L’oeuvre émouvante de notre camarade aura du moins les lecteurs qu’elle mérite : ceux qui ont réellement souffert et qui ne pactisent pas avec l’iniquité. Pour ma part,. elle a ravivé en moi le souvenir toujours persistant de mes vieux parents, pauvres eux aussi, mais, comme Bizeau, pleins d’une tendresse infinie pour leurs enfants : tendresse qu’ils m’ont témoignée l’un et l’autre jusqu’aux approches de la mort et dont nulle autre affection ne saurait éga[lé l’in]tensité. Comme Bizeau aussi, mon père, bien qu’il ne fût pas exempt de tout préjugé — qui d’entre nous peut se flatter d’en être tout à fait libéré ? fit appel dès mon plus jeune âge à la réflexion et à l’expérience pour éveiller en moi l’esprit critique : à une époque où sévissait le « déroulédisme », il nous enseignait, lui, les bienfaits de la paix et le dénouement désastreux des dictatures napoléoniennes. Et il nous engageait à respecter toutes les idées, nul d’entre nous n’étant sûr de posséder la Vérité. Combien de penseurs qui prétendent à la direction des consciences gagneraient à s’inspirer de cette impartialité !
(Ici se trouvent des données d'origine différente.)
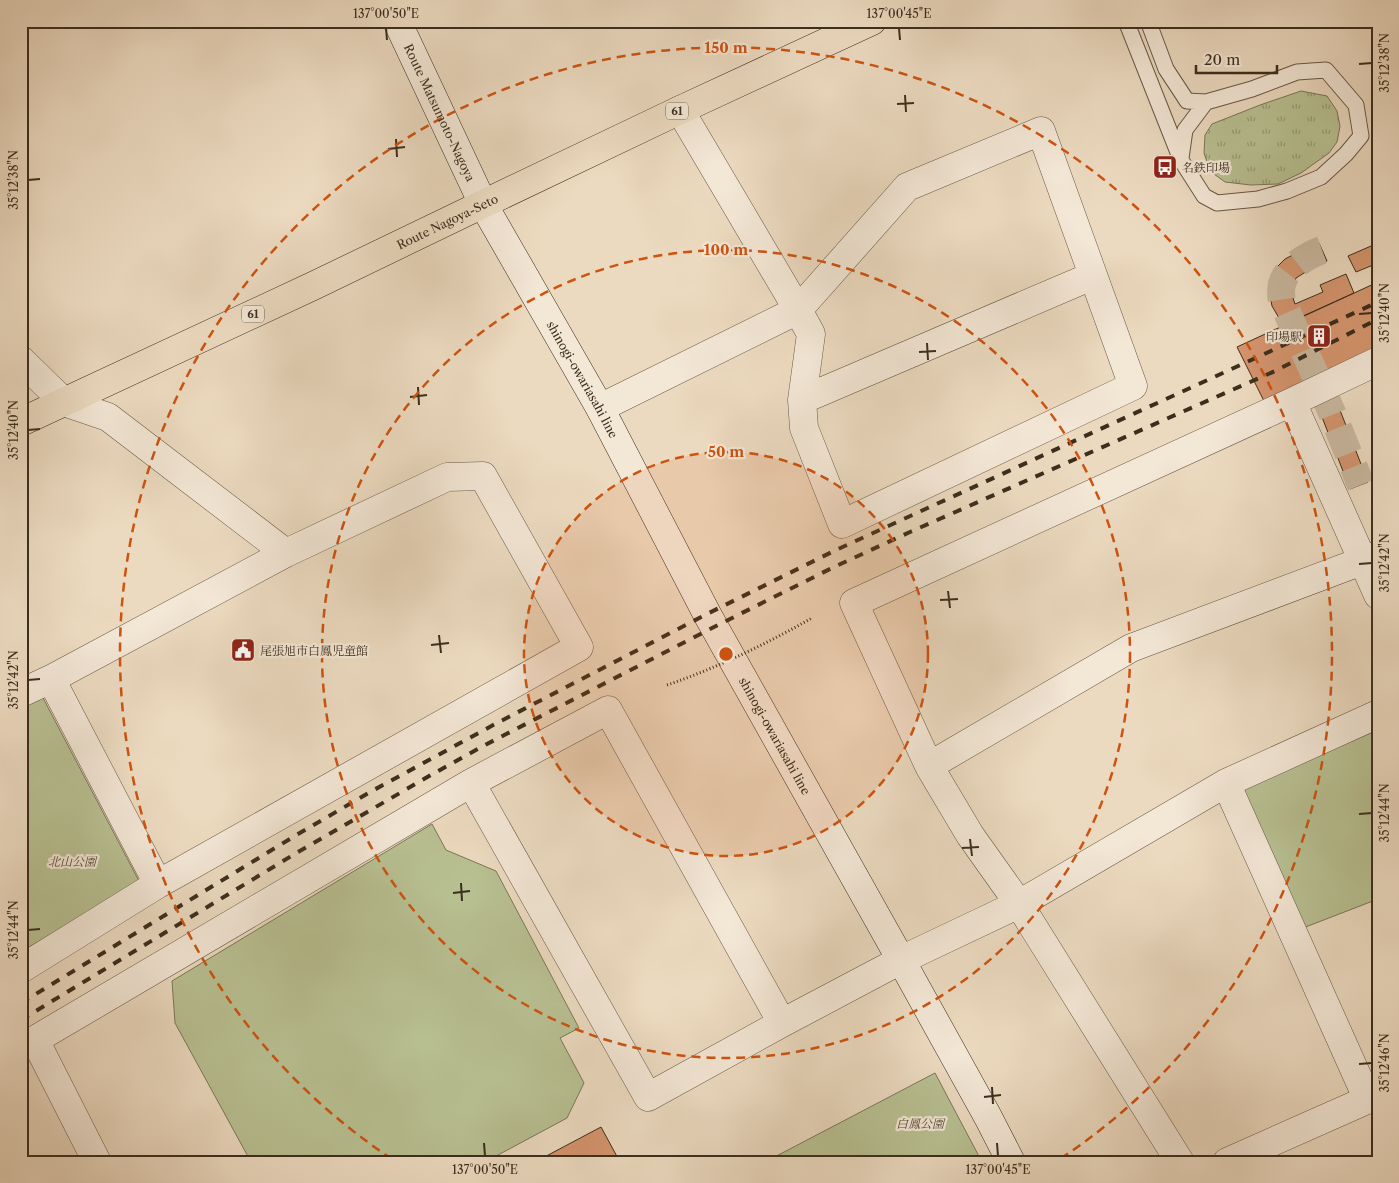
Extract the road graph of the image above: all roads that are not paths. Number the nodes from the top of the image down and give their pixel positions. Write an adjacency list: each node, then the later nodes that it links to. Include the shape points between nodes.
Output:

Mais ne sont-ils pas esclaves de leur clientèle et de ses exigences impérieuses ? Tels ces libres penseurs opportunistes qui font baptiser leurs enfants pour ne pas contrarier leur épouse et peut-être aussi pour qu’ils deviennent plus tard des mondains authentiques. Combien je préfère la logique intransigeante de Bizeau :
Ne croyant pas un mot des fables de l’Eglise,
En baisant ton front pur, enfant, je te baptise ;
Et la main sur le coeur, je me plais penser
Qu’un mensonge un latin ne vaut pas mon baiser !
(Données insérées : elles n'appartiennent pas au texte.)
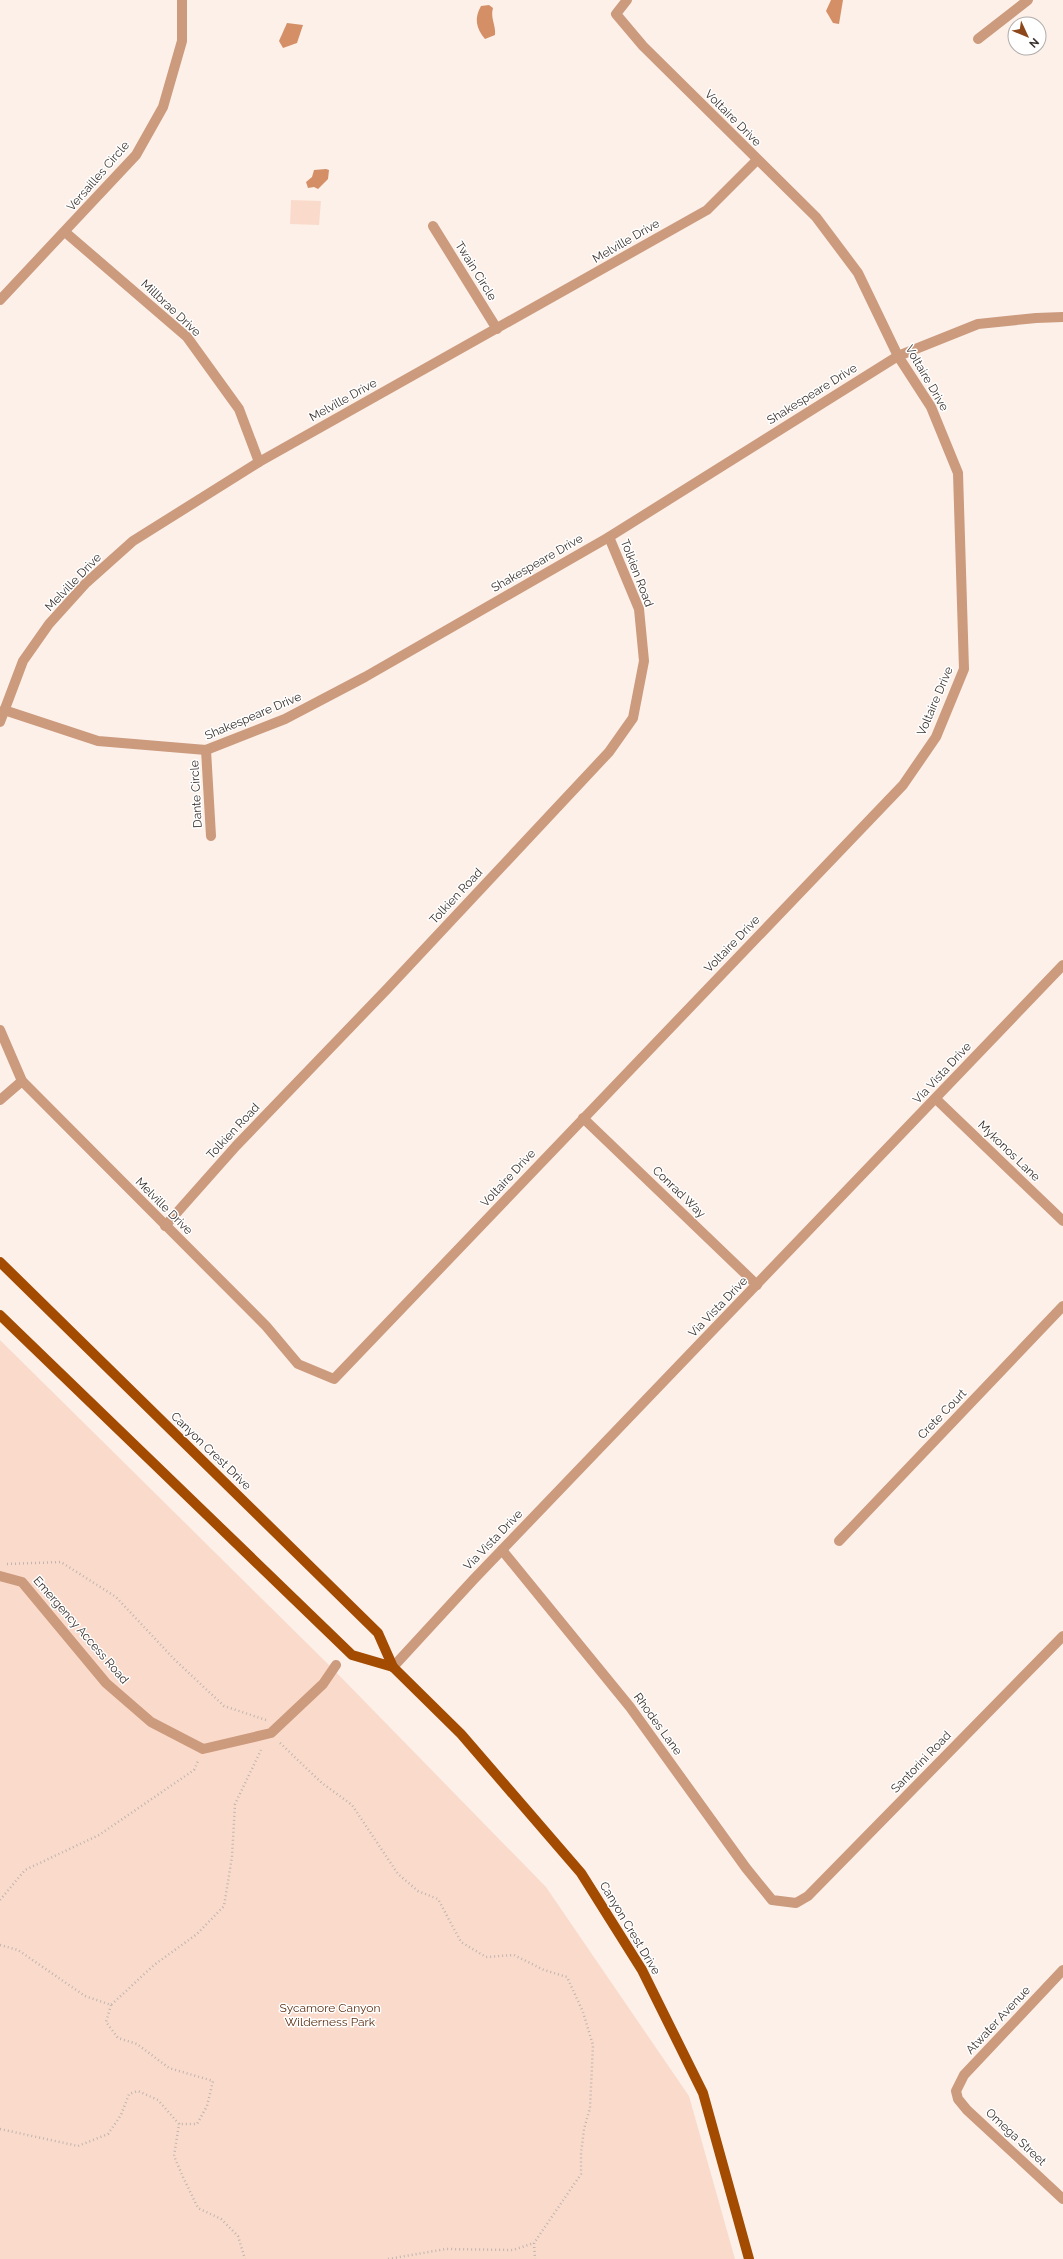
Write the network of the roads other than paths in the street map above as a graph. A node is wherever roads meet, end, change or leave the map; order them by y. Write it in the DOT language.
graph roads {
  1 [pos="182,0"];
  2 [pos="627,0"];
  3 [pos="1028,0"];
  4 [pos="978,39"];
  5 [pos="757,160"];
  6 [pos="433,226"];
  7 [pos="65,232"];
  8 [pos="0,300"];
  9 [pos="1063,317"];
  10 [pos="497,329"];
  11 [pos="898,356"];
  12 [pos="259,462"];
  13 [pos="609,536"];
  14 [pos="4,710"];
  15 [pos="0,722"];
  16 [pos="206,750"];
  17 [pos="211,836"];
  18 [pos="1063,965"];
  19 [pos="0,1030"];
  20 [pos="22,1081"];
  21 [pos="936,1099"];
  22 [pos="0,1100"];
  23 [pos="583,1118"];
  24 [pos="1063,1221"];
  25 [pos="165,1226"];
  26 [pos="0,1262"];
  27 [pos="757,1286"];
  28 [pos="1063,1306"];
  29 [pos="0,1315"];
  30 [pos="334,1379"];
  31 [pos="839,1541"];
  32 [pos="502,1550"];
  33 [pos="2,1571"];
  34 [pos="1063,1636"];
  35 [pos="336,1665"];
  36 [pos="393,1667"];
  37 [pos="796,1903"];
  38 [pos="1063,1970"];
  39 [pos="956,2091"];
  40 [pos="1063,2199"];
  41 [pos="749,2259"];
  1 -- 7 [label="street, Versailles Circle"];
  2 -- 5 [label="street, Voltaire Drive"];
  3 -- 4 [label="street"];
  5 -- 10 [label="street, Melville Drive"];
  5 -- 11 [label="street, Voltaire Drive"];
  6 -- 10 [label="street, Twain Circle"];
  7 -- 8 [label="street, Versailles Circle"];
  7 -- 12 [label="street, Millbrae Drive"];
  9 -- 11 [label="street, Shakespeare Drive"];
  10 -- 12 [label="street, Melville Drive"];
  11 -- 13 [label="street, Shakespeare Drive"];
  11 -- 23 [label="street, Voltaire Drive"];
  12 -- 14 [label="street, Melville Drive"];
  13 -- 16 [label="street, Shakespeare Drive"];
  13 -- 25 [label="street, Tolkien Road"];
  14 -- 15 [label="street, Melville Drive"];
  14 -- 16 [label="street, Shakespeare Drive"];
  16 -- 17 [label="street, Dante Circle"];
  18 -- 21 [label="street, Via Vista Drive"];
  19 -- 20 [label="street, Melville Drive"];
  20 -- 22 [label="street"];
  20 -- 25 [label="street, Melville Drive"];
  21 -- 24 [label="street, Mykonos Lane"];
  21 -- 27 [label="street, Via Vista Drive"];
  23 -- 27 [label="street, Conrad Way"];
  23 -- 30 [label="street, Voltaire Drive"];
  25 -- 30 [label="street, Melville Drive"];
  26 -- 36 [label="main road, Canyon Crest Drive"];
  27 -- 32 [label="street, Via Vista Drive"];
  28 -- 31 [label="street, Crete Court"];
  29 -- 36 [label="main road, Canyon Crest Drive"];
  32 -- 36 [label="street, Via Vista Drive"];
  32 -- 37 [label="street, Rhodes Lane"];
  33 -- 35 [label="street, Emergency Access Road"];
  34 -- 37 [label="street, Santorini Road"];
  36 -- 41 [label="main road, Canyon Crest Drive"];
  38 -- 39 [label="street, Atwater Avenue"];
  39 -- 40 [label="street, Omega Street"];
}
Ses « Croquis de la rue », avaient eu, pour les préfacer, le commentateur le plus indiqué : Han Ryner. Distincts peut-être par la nature de leur éducation première, les deux écrivains s’unissaient intimement par le culte de la beauté véritable et par une intense sensibilité. Tous deux avaient les plus grandes difficultés pour faire éditer leurs oeuvres.. Ainsi d’ailleurs que tous les écrivains réellement indépendants…
Déplorer cet abaissement pitoyable du goût public, à quoi bon ? Dans la tourmente qui déplace artificiellement les conditions sociales, de nouvelles couches ont été hissées sur les sommets de la hiérarchie. Leur idéal est l’agitation échevelée et sans but. Dans leurs randonnées vertigineuses, ce qui les intéresse ce ne sont pas les beautés de la nature, mais les poteaux indicateurs ou les bistrots. Soyons, nous, les disciples de Rousseau : l’univers prodigue toujours ses merveilles et, dans un coin discret, la source claire et rafraîchissante nous invite à calmer notre soif après une marche exténuante à l’ardent soleil de Messidor.